Tabletop game set in the aftermath of World War Three (which took place in the late 1990s in that universe) and popular during the 1980s. Still played today, though -- RPOL has a number of games in the setting.
Suffered massively from The Great Politics Mess-Up, rapidly becoming redundant with the end of the Cold War. The second edition featured a new timeline, which didn't prove popular. Especially in Germany, since whereas NATO launching a land invasion of Poland made some kind of sense when the latter was part of Commie Land, the new timeline basically had Germany starting WWIII by invading Poland. This led some players to disregard it and use the original timeline, treating the whole thing as an exercise in Alternate History.
A science-fiction RPG from the same publishers advanced the first-edition timeline three hundred years and moved the action into Earth-colonized space. Originally called Traveller: 2300, the name was soon changed to 2300 AD since it had nothing to do with any flavor of the Traveller RPG. 2300 AD featured Cyberpunk influences, a war with aliens who were biologically obligated to be a Warrior Race, and the French domination of Earth and interstellar politics.
MERC 2000 was a version that used the basic rules in a modern setting. With mercenaries.
A reboot, Twilight 2013 was released in late 2009.
Not be confused with Twilight, with which it probably doesn't have a large crossover demographic. Though a crossover fic between the two would be hilarious, confusing the two is one of the Things Mr. Welch Is No Longer Allowed to Do In An RPG. Compare to The Morrow Project, a similar post-apocalyptic RPG.
- After the End: Kind of the point of the game.
- Army of Thieves and Whores: Many military units have turned to banditry and pillage in Europe.
- Divided States of America: The prewar United States government has actually split into 'Civgov' (the old civilian federal government apparatus, led by Congress, the Supreme Court, and the President) and 'Milgov' (the United States military ruling its territory as a totalitarian dictatorship, led by the Joint Chiefs of Staff). Confusingly, Civgov has its own military consisting of units which have defected from Milgov and units mustered after the end of the war, meaning that for the duration of the setting there are actually two Armies, two Navies, etc. Taken together, the two control about a quarter of the old United States, with the rest ruled by a wide variety of different tribal warlords, local powers, foreign invaders, and the neo-Nazi 'New America' movement.
- Fallen States of America: Several of the sourcebooks, written as historical texts on past events, reveal that this is what eventually happens to the United States after the time in which the setting takes place. The nuclear autumn combined with the ongoing civil war results in a nation that doesn't have enough arable cropland to feed its population, in addition to all the other problems that come with the apocalypse. The different factions are eventually forced to call off the civil war and peacefully reintegrate in a desperate effort to save what little remains of the country.

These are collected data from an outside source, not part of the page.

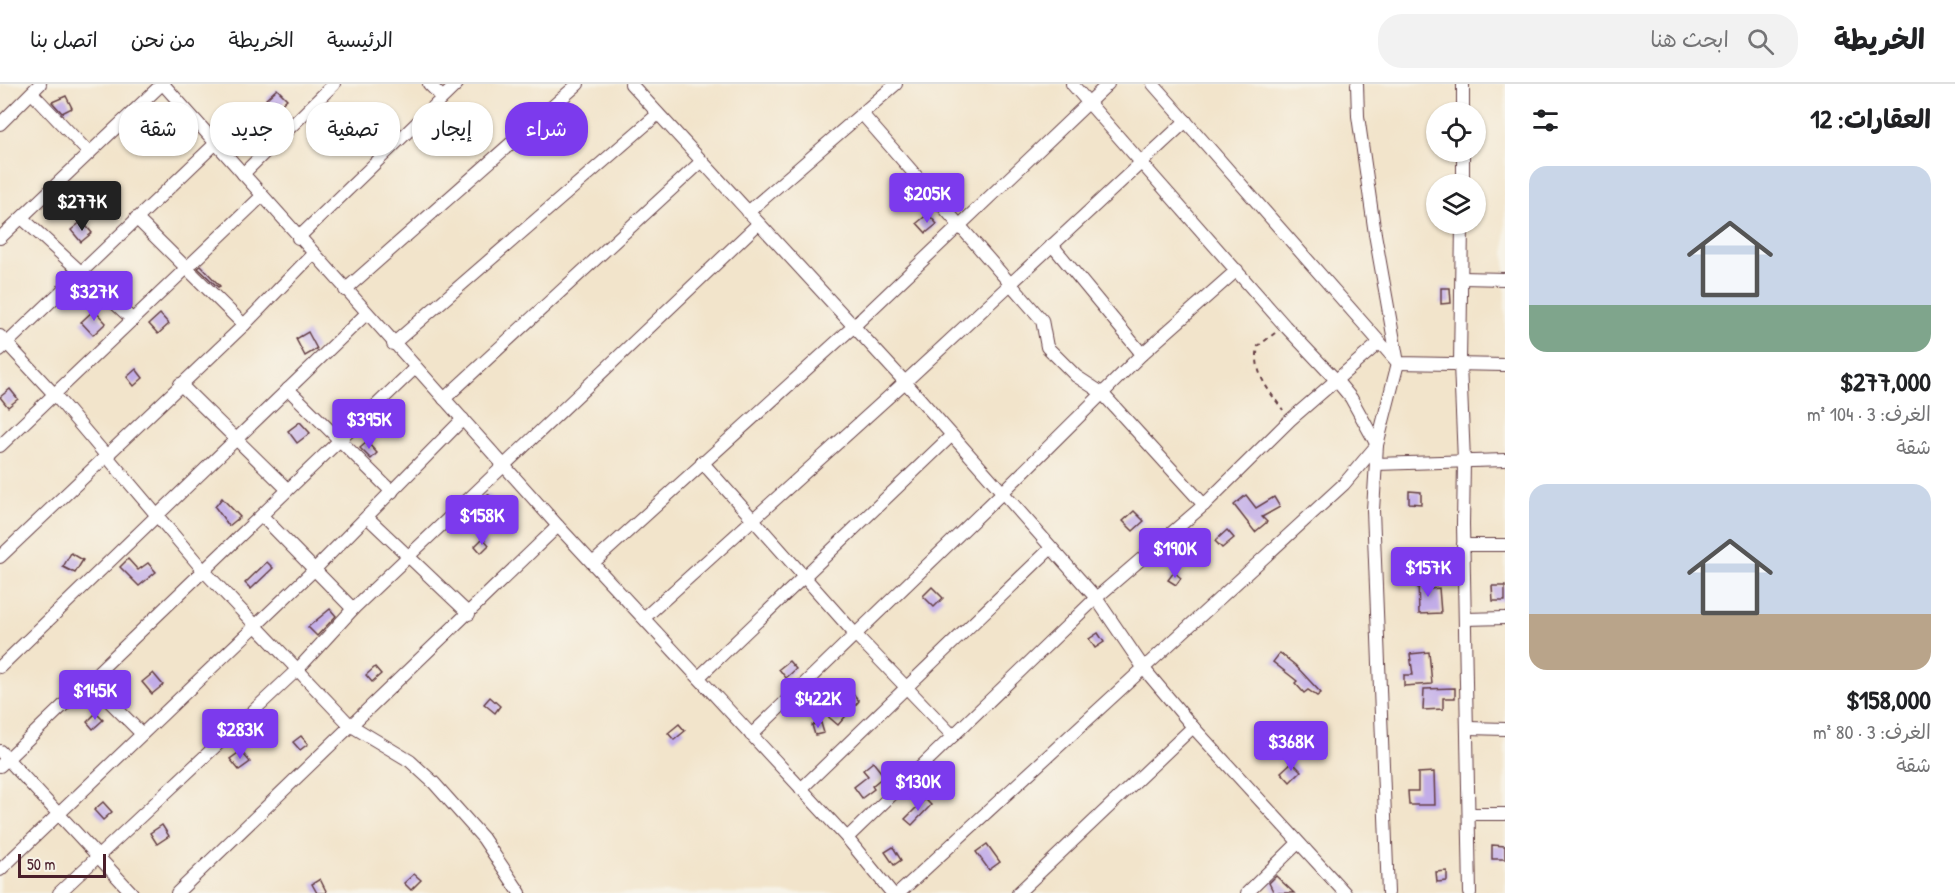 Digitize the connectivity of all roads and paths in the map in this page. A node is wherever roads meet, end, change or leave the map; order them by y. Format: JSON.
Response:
{"nodes":[{"id":1,"x":162,"y":84,"type":"edge"},
{"id":2,"x":334,"y":84,"type":"edge"},
{"id":3,"x":429,"y":84,"type":"edge"},
{"id":4,"x":457,"y":84,"type":"edge"},
{"id":5,"x":578,"y":84,"type":"edge"},
{"id":6,"x":631,"y":84,"type":"edge"},
{"id":7,"x":896,"y":84,"type":"edge"},
{"id":8,"x":1072,"y":84,"type":"edge"},
{"id":9,"x":1108,"y":84,"type":"edge"},
{"id":10,"x":1153,"y":84,"type":"edge"},
{"id":11,"x":1357,"y":84,"type":"edge"},
{"id":12,"x":1463,"y":84,"type":"edge"},
{"id":13,"x":36,"y":88,"type":"edge"},
{"id":14,"x":442,"y":97,"type":"junction"},
{"id":15,"x":1088,"y":102,"type":"junction"},
{"id":16,"x":1463,"y":102,"type":"edge"},
{"id":17,"x":658,"y":114,"type":"junction"},
{"id":18,"x":863,"y":115,"type":"junction"},
{"id":19,"x":1186,"y":121,"type":"junction"},
{"id":20,"x":0,"y":124,"type":"edge"},
{"id":21,"x":210,"y":136,"type":"edge"},
{"id":22,"x":210,"y":148,"type":"edge"},
{"id":23,"x":89,"y":153,"type":"junction"},
{"id":24,"x":228,"y":156,"type":"edge"},
{"id":25,"x":701,"y":162,"type":"junction"},
{"id":26,"x":1139,"y":162,"type":"junction"},
{"id":27,"x":243,"y":174,"type":"junction"},
{"id":28,"x":261,"y":197,"type":"junction"},
{"id":29,"x":748,"y":212,"type":"junction"},
{"id":30,"x":22,"y":218,"type":"junction"},
{"id":31,"x":136,"y":218,"type":"junction"},
{"id":32,"x":758,"y":224,"type":"junction"},
{"id":33,"x":960,"y":224,"type":"junction"},
{"id":34,"x":1462,"y":234,"type":"edge"},
{"id":35,"x":0,"y":238,"type":"edge"},
{"id":36,"x":298,"y":238,"type":"junction"},
{"id":37,"x":1052,"y":244,"type":"junction"},
{"id":38,"x":313,"y":254,"type":"junction"},
{"id":39,"x":187,"y":268,"type":"junction"},
{"id":40,"x":1236,"y":270,"type":"junction"},
{"id":41,"x":80,"y":272,"type":"junction"},
{"id":42,"x":1462,"y":278,"type":"junction"},
{"id":43,"x":1505,"y":279,"type":"edge"},
{"id":44,"x":1009,"y":285,"type":"junction"},
{"id":45,"x":345,"y":290,"type":"junction"},
{"id":46,"x":366,"y":314,"type":"junction"},
{"id":47,"x":133,"y":320,"type":"junction"},
{"id":48,"x":244,"y":324,"type":"junction"},
{"id":49,"x":853,"y":327,"type":"junction"},
{"id":50,"x":1285,"y":327,"type":"junction"},
{"id":51,"x":2,"y":343,"type":"edge"},
{"id":52,"x":1379,"y":343,"type":"junction"},
{"id":53,"x":393,"y":344,"type":"junction"},
{"id":54,"x":1142,"y":354,"type":"junction"},
{"id":55,"x":1398,"y":363,"type":"junction"},
{"id":56,"x":1460,"y":364,"type":"junction"},
{"id":57,"x":1505,"y":365,"type":"edge"},
{"id":58,"x":415,"y":368,"type":"junction"},
{"id":59,"x":1335,"y":380,"type":"junction"},
{"id":60,"x":905,"y":382,"type":"junction"},
{"id":61,"x":180,"y":384,"type":"junction"},
{"id":62,"x":288,"y":389,"type":"junction"},
{"id":63,"x":1102,"y":393,"type":"junction"},
{"id":64,"x":54,"y":394,"type":"junction"},
{"id":65,"x":444,"y":399,"type":"junction"},
{"id":66,"x":463,"y":419,"type":"junction"},
{"id":67,"x":1290,"y":420,"type":"junction"},
{"id":68,"x":951,"y":436,"type":"junction"},
{"id":69,"x":237,"y":438,"type":"junction"},
{"id":70,"x":340,"y":441,"type":"junction"},
{"id":71,"x":1377,"y":445,"type":"junction"},
{"id":72,"x":0,"y":446,"type":"edge"},
{"id":73,"x":106,"y":455,"type":"junction"},
{"id":74,"x":1505,"y":460,"type":"edge"},
{"id":75,"x":1464,"y":461,"type":"junction"},
{"id":76,"x":702,"y":462,"type":"junction"},
{"id":77,"x":1376,"y":464,"type":"junction"},
{"id":78,"x":504,"y":465,"type":"junction"},
{"id":79,"x":287,"y":489,"type":"junction"},
{"id":80,"x":392,"y":492,"type":"junction"},
{"id":81,"x":1002,"y":493,"type":"junction"},
{"id":82,"x":1203,"y":505,"type":"junction"},
{"id":83,"x":262,"y":516,"type":"junction"},
{"id":84,"x":157,"y":517,"type":"junction"},
{"id":85,"x":367,"y":517,"type":"junction"},
{"id":86,"x":754,"y":519,"type":"junction"},
{"id":87,"x":558,"y":526,"type":"junction"},
{"id":88,"x":1464,"y":545,"type":"junction"},
{"id":89,"x":1505,"y":545,"type":"edge"},
{"id":90,"x":1050,"y":549,"type":"junction"},
{"id":91,"x":0,"y":557,"type":"edge"},
{"id":92,"x":409,"y":557,"type":"junction"},
{"id":93,"x":593,"y":563,"type":"junction"},
{"id":94,"x":315,"y":569,"type":"junction"},
{"id":95,"x":204,"y":572,"type":"junction"},
{"id":96,"x":804,"y":577,"type":"junction"},
{"id":97,"x":1096,"y":598,"type":"junction"},
{"id":98,"x":353,"y":609,"type":"junction"},
{"id":99,"x":469,"y":614,"type":"junction"},
{"id":100,"x":644,"y":618,"type":"junction"},
{"id":101,"x":1505,"y":618,"type":"edge"},
{"id":102,"x":1466,"y":619,"type":"junction"},
{"id":103,"x":257,"y":625,"type":"junction"},
{"id":104,"x":855,"y":634,"type":"junction"},
{"id":105,"x":0,"y":667,"type":"edge"},
{"id":106,"x":299,"y":668,"type":"junction"},
{"id":107,"x":1145,"y":670,"type":"junction"},
{"id":108,"x":699,"y":677,"type":"junction"},
{"id":109,"x":89,"y":681,"type":"junction"},
{"id":110,"x":906,"y":688,"type":"junction"},
{"id":111,"x":350,"y":725,"type":"junction"},
{"id":112,"x":1193,"y":727,"type":"junction"},
{"id":113,"x":1469,"y":728,"type":"junction"},
{"id":114,"x":1505,"y":729,"type":"edge"},
{"id":115,"x":142,"y":734,"type":"junction"},
{"id":116,"x":751,"y":735,"type":"junction"},
{"id":117,"x":953,"y":736,"type":"junction"},
{"id":118,"x":2,"y":759,"type":"edge"},
{"id":119,"x":801,"y":789,"type":"junction"},
{"id":120,"x":58,"y":813,"type":"junction"},
{"id":121,"x":1470,"y":814,"type":"junction"},
{"id":122,"x":1505,"y":814,"type":"edge"},
{"id":123,"x":847,"y":838,"type":"junction"},
{"id":124,"x":1297,"y":844,"type":"junction"},
{"id":125,"x":97,"y":856,"type":"junction"},
{"id":126,"x":0,"y":870,"type":"edge"},
{"id":127,"x":59,"y":893,"type":"edge"},
{"id":128,"x":132,"y":893,"type":"edge"},
{"id":129,"x":177,"y":893,"type":"edge"},
{"id":130,"x":520,"y":893,"type":"edge"},
{"id":131,"x":892,"y":893,"type":"edge"},
{"id":132,"x":899,"y":893,"type":"edge"},
{"id":133,"x":1018,"y":893,"type":"edge"},
{"id":134,"x":1247,"y":893,"type":"edge"},
{"id":135,"x":1345,"y":893,"type":"edge"},
{"id":136,"x":1388,"y":893,"type":"edge"},
{"id":137,"x":1470,"y":893,"type":"edge"}],
"edges":[{"from":1,"to":21,"type":"street"},
{"from":1,"to":23,"type":"street"},
{"from":2,"to":27,"type":"street"},
{"from":3,"to":14,"type":"street"},
{"from":4,"to":14,"type":"street"},
{"from":5,"to":45,"type":"street"},
{"from":6,"to":17,"type":"street"},
{"from":7,"to":18,"type":"street"},
{"from":8,"to":15,"type":"street"},
{"from":9,"to":15,"type":"street"},
{"from":10,"to":19,"type":"street"},
{"from":11,"to":55,"type":"street"},
{"from":12,"to":16,"type":"street"},
{"from":13,"to":20,"type":"street"},
{"from":13,"to":23,"type":"street"},
{"from":14,"to":36,"type":"street"},
{"from":15,"to":26,"type":"street"},
{"from":15,"to":33,"type":"street"},
{"from":17,"to":25,"type":"street"},
{"from":17,"to":53,"type":"street"},
{"from":18,"to":29,"type":"street"},
{"from":18,"to":33,"type":"street"},
{"from":19,"to":26,"type":"street"},
{"from":19,"to":52,"type":"street"},
{"from":22,"to":31,"type":"street"},
{"from":23,"to":30,"type":"street"},
{"from":24,"to":27,"type":"street"},
{"from":25,"to":29,"type":"street"},
{"from":25,"to":65,"type":"street"},
{"from":26,"to":37,"type":"street"},
{"from":26,"to":40,"type":"street"},
{"from":27,"to":28,"type":"street"},
{"from":28,"to":36,"type":"street"},
{"from":28,"to":39,"type":"street"},
{"from":29,"to":32,"type":"street"},
{"from":30,"to":35,"type":"street"},
{"from":30,"to":41,"type":"street"},
{"from":31,"to":39,"type":"street"},
{"from":31,"to":41,"type":"street"},
{"from":32,"to":49,"type":"street"},
{"from":32,"to":78,"type":"street"},
{"from":33,"to":44,"type":"street"},
{"from":33,"to":49,"type":"street"},
{"from":34,"to":42,"type":"street"},
{"from":36,"to":38,"type":"street"},
{"from":37,"to":44,"type":"street"},
{"from":37,"to":54,"type":"street"},
{"from":38,"to":45,"type":"street"},
{"from":38,"to":48,"type":"street"},
{"from":39,"to":47,"type":"street"},
{"from":39,"to":48,"type":"street"},
{"from":40,"to":50,"type":"street"},
{"from":40,"to":54,"type":"street"},
{"from":41,"to":47,"type":"street"},
{"from":41,"to":51,"type":"street"},
{"from":42,"to":43,"type":"street"},
{"from":42,"to":56,"type":"street"},
{"from":44,"to":60,"type":"street"},
{"from":44,"to":63,"type":"street"},
{"from":45,"to":46,"type":"street"},
{"from":46,"to":53,"type":"street"},
{"from":46,"to":62,"type":"street"},
{"from":47,"to":64,"type":"street"},
{"from":48,"to":61,"type":"street"},
{"from":49,"to":60,"type":"street"},
{"from":49,"to":76,"type":"street"},
{"from":50,"to":59,"type":"street"},
{"from":50,"to":67,"type":"path"},
{"from":51,"to":64,"type":"street"},
{"from":52,"to":55,"type":"street"},
{"from":52,"to":59,"type":"street"},
{"from":53,"to":58,"type":"street"},
{"from":54,"to":63,"type":"street"},
{"from":55,"to":56,"type":"street"},
{"from":55,"to":71,"type":"street"},
{"from":56,"to":57,"type":"street"},
{"from":56,"to":75,"type":"street"},
{"from":58,"to":65,"type":"street"},
{"from":58,"to":70,"type":"street"},
{"from":59,"to":67,"type":"street"},
{"from":59,"to":71,"type":"street"},
{"from":60,"to":68,"type":"street"},
{"from":60,"to":86,"type":"street"},
{"from":61,"to":69,"type":"street"},
{"from":61,"to":73,"type":"street"},
{"from":62,"to":69,"type":"street"},
{"from":62,"to":70,"type":"street"},
{"from":63,"to":81,"type":"street"},
{"from":63,"to":82,"type":"street"},
{"from":64,"to":72,"type":"street"},
{"from":64,"to":73,"type":"street"},
{"from":65,"to":66,"type":"street"},
{"from":66,"to":78,"type":"street"},
{"from":66,"to":80,"type":"street"},
{"from":67,"to":82,"type":"street"},
{"from":68,"to":81,"type":"street"},
{"from":68,"to":96,"type":"street"},
{"from":69,"to":79,"type":"street"},
{"from":69,"to":84,"type":"street"},
{"from":70,"to":79,"type":"street"},
{"from":70,"to":80,"type":"street"},
{"from":71,"to":77,"type":"street"},
{"from":71,"to":107,"type":"street"},
{"from":73,"to":84,"type":"street"},
{"from":73,"to":91,"type":"street"},
{"from":74,"to":75,"type":"street"},
{"from":75,"to":77,"type":"street"},
{"from":75,"to":88,"type":"street"},
{"from":76,"to":86,"type":"street"},
{"from":76,"to":93,"type":"street"},
{"from":77,"to":136,"type":"street"},
{"from":78,"to":87,"type":"street"},
{"from":78,"to":92,"type":"street"},
{"from":79,"to":83,"type":"street"},
{"from":80,"to":85,"type":"street"},
{"from":81,"to":90,"type":"street"},
{"from":81,"to":104,"type":"street"},
{"from":82,"to":97,"type":"street"},
{"from":83,"to":94,"type":"street"},
{"from":83,"to":95,"type":"street"},
{"from":84,"to":95,"type":"street"},
{"from":84,"to":105,"type":"street"},
{"from":85,"to":92,"type":"street"},
{"from":85,"to":94,"type":"street"},
{"from":86,"to":96,"type":"street"},
{"from":86,"to":100,"type":"street"},
{"from":87,"to":93,"type":"street"},
{"from":87,"to":99,"type":"street"},
{"from":88,"to":89,"type":"street"},
{"from":88,"to":102,"type":"street"},
{"from":90,"to":97,"type":"street"},
{"from":90,"to":110,"type":"street"},
{"from":92,"to":98,"type":"street"},
{"from":92,"to":99,"type":"street"},
{"from":93,"to":100,"type":"street"},
{"from":94,"to":98,"type":"street"},
{"from":94,"to":103,"type":"street"},
{"from":95,"to":103,"type":"street"},
{"from":95,"to":109,"type":"street"},
{"from":96,"to":104,"type":"street"},
{"from":96,"to":108,"type":"street"},
{"from":97,"to":107,"type":"street"},
{"from":97,"to":117,"type":"street"},
{"from":98,"to":106,"type":"street"},
{"from":99,"to":111,"type":"street"},
{"from":100,"to":108,"type":"street"},
{"from":101,"to":102,"type":"street"},
{"from":102,"to":113,"type":"street"},
{"from":103,"to":106,"type":"street"},
{"from":103,"to":115,"type":"street"},
{"from":104,"to":110,"type":"street"},
{"from":104,"to":116,"type":"street"},
{"from":106,"to":111,"type":"street"},
{"from":106,"to":125,"type":"street"},
{"from":107,"to":112,"type":"street"},
{"from":107,"to":132,"type":"street"},
{"from":108,"to":116,"type":"street"},
{"from":109,"to":115,"type":"street"},
{"from":109,"to":118,"type":"street"},
{"from":110,"to":117,"type":"street"},
{"from":110,"to":119,"type":"street"},
{"from":111,"to":129,"type":"street"},
{"from":111,"to":130,"type":"street"},
{"from":112,"to":124,"type":"street"},
{"from":112,"to":133,"type":"street"},
{"from":113,"to":114,"type":"street"},
{"from":113,"to":121,"type":"street"},
{"from":115,"to":120,"type":"street"},
{"from":116,"to":119,"type":"street"},
{"from":117,"to":123,"type":"street"},
{"from":118,"to":120,"type":"street"},
{"from":119,"to":123,"type":"street"},
{"from":120,"to":125,"type":"street"},
{"from":120,"to":126,"type":"street"},
{"from":121,"to":122,"type":"street"},
{"from":121,"to":137,"type":"street"},
{"from":123,"to":131,"type":"street"},
{"from":124,"to":134,"type":"street"},
{"from":124,"to":135,"type":"street"},
{"from":125,"to":127,"type":"street"},
{"from":125,"to":128,"type":"street"}]}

- Hopeless War: Nothing has really been solved by the war. The setting is more about survival and going home than accomplishing any of the war's original objectives.
- Modern Battlefield Weapons: Modern at the time, anyway. Some of the slightly more futuristic stuff, like the German army issuing the G11 as a standard weapon, never happened in reality.
- Trapped Behind Enemy Lines: The introductory adventure features this for the players.
- Urban Warfare: This happens quite often in the game, though the biggest cities are usually radioactive craters.
- War Is Hell: Amen.
- World War III: A limited nuclear exchange with a lot of conventional ground fighting mixed in.